The effect of drought on dissolved organic carbon (DOC) release from peatland soil and vegetation sources
- 1Department of Civil and Environmental Engineering, Imperial College London, South Kensington, London, SW7 2AZ, UK
- 2Geography, College of Life and Environmental Sciences, University of Exeter, Exeter, EX4 4RJ, UK
- 3Wolfson Carbon Capture Laboratory, School of Biological Sciences, Bangor University, Bangor, Gwynedd, LL57 2UW, UK
- 4Department of Geography and Environmental Science, School of Archaeology, Geography and Environmental Science, the University of Reading, Whiteknights campus, P.O. Box 227, Reading, RG6 6AB, UK
- * Invited contribution by Jonathan P. Ritson, recipient of the EGU Biogeosciences Outstanding Student Poster Award 2015.
Abstract.
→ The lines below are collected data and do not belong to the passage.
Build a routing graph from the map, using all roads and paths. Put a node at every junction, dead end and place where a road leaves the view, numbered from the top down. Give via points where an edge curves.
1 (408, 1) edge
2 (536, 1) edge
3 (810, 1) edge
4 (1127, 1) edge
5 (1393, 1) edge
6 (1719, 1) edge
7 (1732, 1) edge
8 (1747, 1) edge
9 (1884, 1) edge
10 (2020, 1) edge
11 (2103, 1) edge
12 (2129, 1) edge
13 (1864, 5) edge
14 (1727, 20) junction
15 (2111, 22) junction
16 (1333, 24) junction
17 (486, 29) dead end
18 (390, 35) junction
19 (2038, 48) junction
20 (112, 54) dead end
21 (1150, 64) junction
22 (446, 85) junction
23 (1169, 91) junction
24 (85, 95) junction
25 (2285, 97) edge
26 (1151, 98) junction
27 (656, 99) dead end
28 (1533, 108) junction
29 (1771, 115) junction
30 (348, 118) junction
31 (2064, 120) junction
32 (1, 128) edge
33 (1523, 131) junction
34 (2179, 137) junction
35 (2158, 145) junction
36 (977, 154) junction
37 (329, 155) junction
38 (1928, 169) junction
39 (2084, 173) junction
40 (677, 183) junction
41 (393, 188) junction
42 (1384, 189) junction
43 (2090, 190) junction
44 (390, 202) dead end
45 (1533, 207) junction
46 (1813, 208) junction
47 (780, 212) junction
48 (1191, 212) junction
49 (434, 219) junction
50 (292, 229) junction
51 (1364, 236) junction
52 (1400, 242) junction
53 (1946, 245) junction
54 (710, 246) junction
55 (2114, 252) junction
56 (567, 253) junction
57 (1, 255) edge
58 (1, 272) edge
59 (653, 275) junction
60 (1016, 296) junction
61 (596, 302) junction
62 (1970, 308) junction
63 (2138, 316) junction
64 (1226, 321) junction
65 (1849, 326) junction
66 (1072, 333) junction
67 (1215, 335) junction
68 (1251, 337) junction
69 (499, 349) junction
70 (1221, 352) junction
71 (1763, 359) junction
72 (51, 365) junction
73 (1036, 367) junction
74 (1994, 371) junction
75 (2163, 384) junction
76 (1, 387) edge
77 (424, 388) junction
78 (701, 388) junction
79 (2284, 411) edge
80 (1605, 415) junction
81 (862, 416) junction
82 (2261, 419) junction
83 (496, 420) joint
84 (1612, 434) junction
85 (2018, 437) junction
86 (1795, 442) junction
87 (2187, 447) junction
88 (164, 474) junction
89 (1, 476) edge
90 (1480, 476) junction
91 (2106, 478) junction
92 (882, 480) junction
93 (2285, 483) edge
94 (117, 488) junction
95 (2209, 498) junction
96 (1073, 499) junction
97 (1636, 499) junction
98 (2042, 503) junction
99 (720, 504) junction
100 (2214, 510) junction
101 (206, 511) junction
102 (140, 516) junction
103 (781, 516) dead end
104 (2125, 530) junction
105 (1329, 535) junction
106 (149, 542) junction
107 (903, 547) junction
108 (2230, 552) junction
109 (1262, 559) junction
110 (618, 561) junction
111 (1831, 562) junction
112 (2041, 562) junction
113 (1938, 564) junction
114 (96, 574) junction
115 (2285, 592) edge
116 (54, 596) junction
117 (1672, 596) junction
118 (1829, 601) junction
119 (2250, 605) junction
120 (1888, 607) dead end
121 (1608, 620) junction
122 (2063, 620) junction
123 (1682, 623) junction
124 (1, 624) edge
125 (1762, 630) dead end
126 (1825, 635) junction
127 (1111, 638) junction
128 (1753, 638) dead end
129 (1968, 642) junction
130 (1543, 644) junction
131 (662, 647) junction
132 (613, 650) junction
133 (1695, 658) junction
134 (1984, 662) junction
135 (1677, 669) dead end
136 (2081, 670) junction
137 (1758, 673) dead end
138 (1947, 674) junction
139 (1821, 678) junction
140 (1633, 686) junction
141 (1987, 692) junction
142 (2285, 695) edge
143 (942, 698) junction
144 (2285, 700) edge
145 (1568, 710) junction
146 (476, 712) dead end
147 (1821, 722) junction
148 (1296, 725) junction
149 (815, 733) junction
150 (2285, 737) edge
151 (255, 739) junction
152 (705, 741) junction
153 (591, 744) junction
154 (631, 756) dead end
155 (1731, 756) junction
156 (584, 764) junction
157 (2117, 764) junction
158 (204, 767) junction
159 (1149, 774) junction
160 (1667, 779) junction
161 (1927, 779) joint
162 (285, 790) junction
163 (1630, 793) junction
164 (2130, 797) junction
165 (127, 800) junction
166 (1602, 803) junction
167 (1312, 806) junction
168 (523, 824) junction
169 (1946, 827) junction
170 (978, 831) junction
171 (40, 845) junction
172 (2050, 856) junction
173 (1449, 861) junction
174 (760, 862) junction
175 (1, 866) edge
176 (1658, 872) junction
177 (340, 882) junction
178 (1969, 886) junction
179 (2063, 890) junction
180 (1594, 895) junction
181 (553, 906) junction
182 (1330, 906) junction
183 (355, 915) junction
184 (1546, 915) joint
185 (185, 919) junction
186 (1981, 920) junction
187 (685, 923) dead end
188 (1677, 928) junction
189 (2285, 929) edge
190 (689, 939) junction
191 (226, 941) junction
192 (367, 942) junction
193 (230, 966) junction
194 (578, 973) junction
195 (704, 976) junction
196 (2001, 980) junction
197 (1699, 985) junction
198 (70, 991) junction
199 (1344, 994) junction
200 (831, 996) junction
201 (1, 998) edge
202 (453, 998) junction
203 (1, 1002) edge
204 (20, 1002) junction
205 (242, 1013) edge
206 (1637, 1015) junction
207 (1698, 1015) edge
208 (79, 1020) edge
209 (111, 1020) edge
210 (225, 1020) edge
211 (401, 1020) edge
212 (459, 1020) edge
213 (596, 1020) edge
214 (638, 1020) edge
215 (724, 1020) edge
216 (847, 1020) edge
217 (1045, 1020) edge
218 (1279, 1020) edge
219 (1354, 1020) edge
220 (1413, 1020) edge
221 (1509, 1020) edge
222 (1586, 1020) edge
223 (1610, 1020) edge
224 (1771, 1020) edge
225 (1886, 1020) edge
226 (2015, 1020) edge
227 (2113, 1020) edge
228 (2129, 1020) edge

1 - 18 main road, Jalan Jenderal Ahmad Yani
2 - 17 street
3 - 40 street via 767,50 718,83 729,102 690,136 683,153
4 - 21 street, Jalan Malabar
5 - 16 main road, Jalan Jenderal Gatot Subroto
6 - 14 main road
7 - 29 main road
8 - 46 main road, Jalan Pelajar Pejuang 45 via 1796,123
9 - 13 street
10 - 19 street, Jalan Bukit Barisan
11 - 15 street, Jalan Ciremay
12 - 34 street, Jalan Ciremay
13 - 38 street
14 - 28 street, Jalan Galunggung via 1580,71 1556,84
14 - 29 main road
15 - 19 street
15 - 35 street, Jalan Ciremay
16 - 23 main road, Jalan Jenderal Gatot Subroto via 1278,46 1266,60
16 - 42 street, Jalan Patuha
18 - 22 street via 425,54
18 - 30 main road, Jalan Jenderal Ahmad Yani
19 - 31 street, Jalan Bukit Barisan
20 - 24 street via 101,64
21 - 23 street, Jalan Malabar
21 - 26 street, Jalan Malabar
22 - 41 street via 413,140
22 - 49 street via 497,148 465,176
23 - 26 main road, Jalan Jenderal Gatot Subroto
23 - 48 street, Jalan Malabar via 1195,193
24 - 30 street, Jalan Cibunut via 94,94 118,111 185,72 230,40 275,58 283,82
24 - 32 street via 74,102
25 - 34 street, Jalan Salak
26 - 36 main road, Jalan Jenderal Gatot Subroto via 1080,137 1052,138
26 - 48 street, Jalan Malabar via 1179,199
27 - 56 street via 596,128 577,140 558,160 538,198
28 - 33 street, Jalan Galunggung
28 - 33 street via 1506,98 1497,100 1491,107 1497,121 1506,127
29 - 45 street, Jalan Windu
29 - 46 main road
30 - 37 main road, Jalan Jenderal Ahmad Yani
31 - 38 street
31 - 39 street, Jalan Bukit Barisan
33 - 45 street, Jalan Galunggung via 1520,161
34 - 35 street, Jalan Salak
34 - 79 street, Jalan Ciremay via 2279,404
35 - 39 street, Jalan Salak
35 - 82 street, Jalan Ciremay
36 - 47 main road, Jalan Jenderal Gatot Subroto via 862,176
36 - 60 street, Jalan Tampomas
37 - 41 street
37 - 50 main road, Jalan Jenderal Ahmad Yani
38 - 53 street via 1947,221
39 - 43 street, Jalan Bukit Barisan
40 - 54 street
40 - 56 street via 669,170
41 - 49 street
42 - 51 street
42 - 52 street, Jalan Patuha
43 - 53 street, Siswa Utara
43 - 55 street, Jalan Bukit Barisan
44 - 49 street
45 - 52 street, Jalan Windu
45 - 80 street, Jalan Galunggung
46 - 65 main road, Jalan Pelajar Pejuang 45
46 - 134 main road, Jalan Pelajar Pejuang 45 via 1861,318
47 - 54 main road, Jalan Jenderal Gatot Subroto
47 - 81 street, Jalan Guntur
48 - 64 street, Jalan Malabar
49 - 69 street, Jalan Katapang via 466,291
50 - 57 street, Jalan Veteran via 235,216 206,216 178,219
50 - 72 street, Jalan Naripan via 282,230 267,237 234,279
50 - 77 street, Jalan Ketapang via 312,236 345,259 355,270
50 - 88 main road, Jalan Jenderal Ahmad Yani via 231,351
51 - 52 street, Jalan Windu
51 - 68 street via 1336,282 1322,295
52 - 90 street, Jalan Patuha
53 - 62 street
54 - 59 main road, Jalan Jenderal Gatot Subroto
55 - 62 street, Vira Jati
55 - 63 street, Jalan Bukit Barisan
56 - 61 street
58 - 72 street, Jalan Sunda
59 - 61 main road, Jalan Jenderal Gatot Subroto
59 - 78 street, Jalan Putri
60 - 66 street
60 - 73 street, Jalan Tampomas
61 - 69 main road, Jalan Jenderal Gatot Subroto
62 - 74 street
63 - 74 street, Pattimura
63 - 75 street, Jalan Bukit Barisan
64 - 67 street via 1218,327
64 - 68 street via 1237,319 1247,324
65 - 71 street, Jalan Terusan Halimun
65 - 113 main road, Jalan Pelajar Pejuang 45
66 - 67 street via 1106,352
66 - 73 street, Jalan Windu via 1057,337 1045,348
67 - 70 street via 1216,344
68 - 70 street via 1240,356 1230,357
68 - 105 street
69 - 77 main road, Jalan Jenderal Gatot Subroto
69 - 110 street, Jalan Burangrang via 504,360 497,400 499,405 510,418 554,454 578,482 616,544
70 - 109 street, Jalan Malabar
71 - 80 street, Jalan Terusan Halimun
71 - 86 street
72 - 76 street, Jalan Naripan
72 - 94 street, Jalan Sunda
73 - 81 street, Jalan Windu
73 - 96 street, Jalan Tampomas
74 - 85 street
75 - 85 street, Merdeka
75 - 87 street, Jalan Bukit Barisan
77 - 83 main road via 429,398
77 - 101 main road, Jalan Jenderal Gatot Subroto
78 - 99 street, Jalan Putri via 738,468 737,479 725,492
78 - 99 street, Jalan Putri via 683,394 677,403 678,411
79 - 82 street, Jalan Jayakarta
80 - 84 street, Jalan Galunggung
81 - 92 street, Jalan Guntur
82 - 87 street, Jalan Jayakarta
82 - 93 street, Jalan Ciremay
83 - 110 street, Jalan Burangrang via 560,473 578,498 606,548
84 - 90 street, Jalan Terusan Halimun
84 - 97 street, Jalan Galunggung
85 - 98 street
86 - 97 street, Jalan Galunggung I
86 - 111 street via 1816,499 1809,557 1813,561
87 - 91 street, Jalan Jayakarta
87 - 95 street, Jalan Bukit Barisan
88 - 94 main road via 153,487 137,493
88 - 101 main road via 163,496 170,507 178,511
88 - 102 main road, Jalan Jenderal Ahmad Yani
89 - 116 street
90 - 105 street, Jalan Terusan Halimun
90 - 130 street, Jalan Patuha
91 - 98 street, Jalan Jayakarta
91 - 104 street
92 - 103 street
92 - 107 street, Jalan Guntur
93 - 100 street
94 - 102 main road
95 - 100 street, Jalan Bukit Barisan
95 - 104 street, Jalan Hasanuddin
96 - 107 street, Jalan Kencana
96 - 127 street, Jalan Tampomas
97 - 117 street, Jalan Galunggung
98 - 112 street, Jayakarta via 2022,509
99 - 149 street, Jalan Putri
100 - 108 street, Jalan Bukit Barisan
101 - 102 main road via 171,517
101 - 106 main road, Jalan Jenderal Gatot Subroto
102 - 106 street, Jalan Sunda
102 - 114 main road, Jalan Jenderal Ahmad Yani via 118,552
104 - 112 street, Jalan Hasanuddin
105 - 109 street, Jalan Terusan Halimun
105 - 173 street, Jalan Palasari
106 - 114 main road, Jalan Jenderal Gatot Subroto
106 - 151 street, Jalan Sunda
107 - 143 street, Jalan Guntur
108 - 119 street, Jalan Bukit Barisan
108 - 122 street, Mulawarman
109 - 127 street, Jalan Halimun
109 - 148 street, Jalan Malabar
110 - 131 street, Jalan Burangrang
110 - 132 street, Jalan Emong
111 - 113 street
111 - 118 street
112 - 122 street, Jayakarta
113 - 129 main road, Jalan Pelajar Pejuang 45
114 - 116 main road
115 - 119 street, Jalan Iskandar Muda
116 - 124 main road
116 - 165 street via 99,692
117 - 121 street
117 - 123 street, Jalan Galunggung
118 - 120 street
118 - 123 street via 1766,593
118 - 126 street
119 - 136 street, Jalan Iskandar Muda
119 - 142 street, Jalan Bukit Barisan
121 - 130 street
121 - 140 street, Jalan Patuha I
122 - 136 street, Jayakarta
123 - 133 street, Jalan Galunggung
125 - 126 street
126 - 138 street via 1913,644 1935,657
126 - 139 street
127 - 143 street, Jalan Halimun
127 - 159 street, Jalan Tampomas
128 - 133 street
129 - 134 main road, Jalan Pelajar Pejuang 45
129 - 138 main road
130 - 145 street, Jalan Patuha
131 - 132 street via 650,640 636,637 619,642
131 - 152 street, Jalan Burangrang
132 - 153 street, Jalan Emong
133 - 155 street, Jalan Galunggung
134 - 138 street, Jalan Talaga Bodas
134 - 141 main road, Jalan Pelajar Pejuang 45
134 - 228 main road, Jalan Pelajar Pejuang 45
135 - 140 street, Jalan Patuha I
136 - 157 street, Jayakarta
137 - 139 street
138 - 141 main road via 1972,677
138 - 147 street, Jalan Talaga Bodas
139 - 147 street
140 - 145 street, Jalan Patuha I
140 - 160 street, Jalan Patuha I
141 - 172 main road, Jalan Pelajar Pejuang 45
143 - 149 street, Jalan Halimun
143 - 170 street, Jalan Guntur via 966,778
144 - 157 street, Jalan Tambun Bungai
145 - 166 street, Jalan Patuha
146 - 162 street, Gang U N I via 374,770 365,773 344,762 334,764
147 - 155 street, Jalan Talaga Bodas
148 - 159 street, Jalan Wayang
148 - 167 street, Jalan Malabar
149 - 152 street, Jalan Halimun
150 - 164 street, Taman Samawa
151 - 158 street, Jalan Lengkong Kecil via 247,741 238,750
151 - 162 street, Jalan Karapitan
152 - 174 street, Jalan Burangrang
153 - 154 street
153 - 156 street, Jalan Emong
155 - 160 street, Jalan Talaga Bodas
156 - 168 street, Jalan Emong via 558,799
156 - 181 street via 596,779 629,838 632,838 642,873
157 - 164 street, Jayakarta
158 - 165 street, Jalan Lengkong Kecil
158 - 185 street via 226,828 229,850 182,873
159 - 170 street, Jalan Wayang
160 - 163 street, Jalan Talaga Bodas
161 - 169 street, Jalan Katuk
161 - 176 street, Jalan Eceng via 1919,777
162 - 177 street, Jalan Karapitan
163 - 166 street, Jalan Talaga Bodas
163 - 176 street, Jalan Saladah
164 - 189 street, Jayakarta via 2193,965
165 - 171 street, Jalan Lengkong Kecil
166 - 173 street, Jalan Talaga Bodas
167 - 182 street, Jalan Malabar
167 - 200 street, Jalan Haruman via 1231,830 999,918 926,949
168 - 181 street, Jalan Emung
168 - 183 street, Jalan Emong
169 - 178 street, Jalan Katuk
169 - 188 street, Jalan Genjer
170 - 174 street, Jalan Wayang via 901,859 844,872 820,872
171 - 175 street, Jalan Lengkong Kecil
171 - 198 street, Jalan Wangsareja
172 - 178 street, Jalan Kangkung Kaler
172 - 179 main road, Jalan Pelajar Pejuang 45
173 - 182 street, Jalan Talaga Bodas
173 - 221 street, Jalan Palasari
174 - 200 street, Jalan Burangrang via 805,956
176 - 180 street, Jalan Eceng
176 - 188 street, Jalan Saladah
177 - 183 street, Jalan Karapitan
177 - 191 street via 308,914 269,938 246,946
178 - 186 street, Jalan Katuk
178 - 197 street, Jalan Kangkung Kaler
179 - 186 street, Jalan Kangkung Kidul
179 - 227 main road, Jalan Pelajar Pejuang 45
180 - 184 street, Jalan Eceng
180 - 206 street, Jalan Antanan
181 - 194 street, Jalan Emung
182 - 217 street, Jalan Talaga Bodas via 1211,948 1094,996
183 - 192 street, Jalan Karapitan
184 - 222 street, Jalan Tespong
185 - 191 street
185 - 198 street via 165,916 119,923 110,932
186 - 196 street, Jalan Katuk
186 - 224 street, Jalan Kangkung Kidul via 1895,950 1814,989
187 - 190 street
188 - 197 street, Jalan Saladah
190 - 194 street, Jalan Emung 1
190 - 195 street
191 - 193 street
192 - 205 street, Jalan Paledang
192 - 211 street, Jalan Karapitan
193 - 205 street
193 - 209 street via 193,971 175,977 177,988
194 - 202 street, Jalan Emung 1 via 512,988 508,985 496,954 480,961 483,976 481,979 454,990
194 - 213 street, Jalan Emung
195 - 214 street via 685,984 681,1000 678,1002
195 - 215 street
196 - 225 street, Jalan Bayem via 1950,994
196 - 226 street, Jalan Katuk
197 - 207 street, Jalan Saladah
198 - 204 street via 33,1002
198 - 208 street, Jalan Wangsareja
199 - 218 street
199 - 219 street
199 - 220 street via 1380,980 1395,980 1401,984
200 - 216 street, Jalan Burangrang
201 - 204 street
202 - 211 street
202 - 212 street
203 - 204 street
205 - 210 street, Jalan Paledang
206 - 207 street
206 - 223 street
Drought conditions are expected to increase in frequency and severity as the climate changes, representing a threat to carbon sequestered in peat soils. Downstream water treatment works are also at risk of regulatory compliance failures and higher treatment costs due to the increase in riverine dissolved organic carbon (DOC) often observed after droughts. More frequent droughts may also shift dominant vegetation in peatlands from Sphagnum moss to more drought-tolerant species. This paper examines the impact of drought on the production and treatability of DOC from four vegetation litters (Calluna vulgaris, Juncus effusus, Molinia caerulea and Sphagnum spp.) and a peat soil. We found that mild droughts caused a 39.6 % increase in DOC production from peat and that peat DOC that had been exposed to oxygen was harder to remove by conventional water treatment processes (coagulation/flocculation). Drought had no effect on the amount of DOC production from vegetation litters; however large variation was observed between typical peatland species (Sphagnum and Calluna) and drought-tolerant grassland species (Juncus and Molinia), with the latter producing more DOC per unit weight. This would therefore suggest the increase in riverine DOC often observed post-drought is due entirely to soil microbial processes and DOC solubility rather than litter layer effects. Long-term shifts in species diversity may, therefore, be the most important impact of drought on litter layer DOC flux, whereas pulses related to drought may be observed in peat soils and are likely to become more common in the future. These results provide evidence in support of catchment management which increases the resilience of peat soils to drought, such as ditch blocking to raise water tables.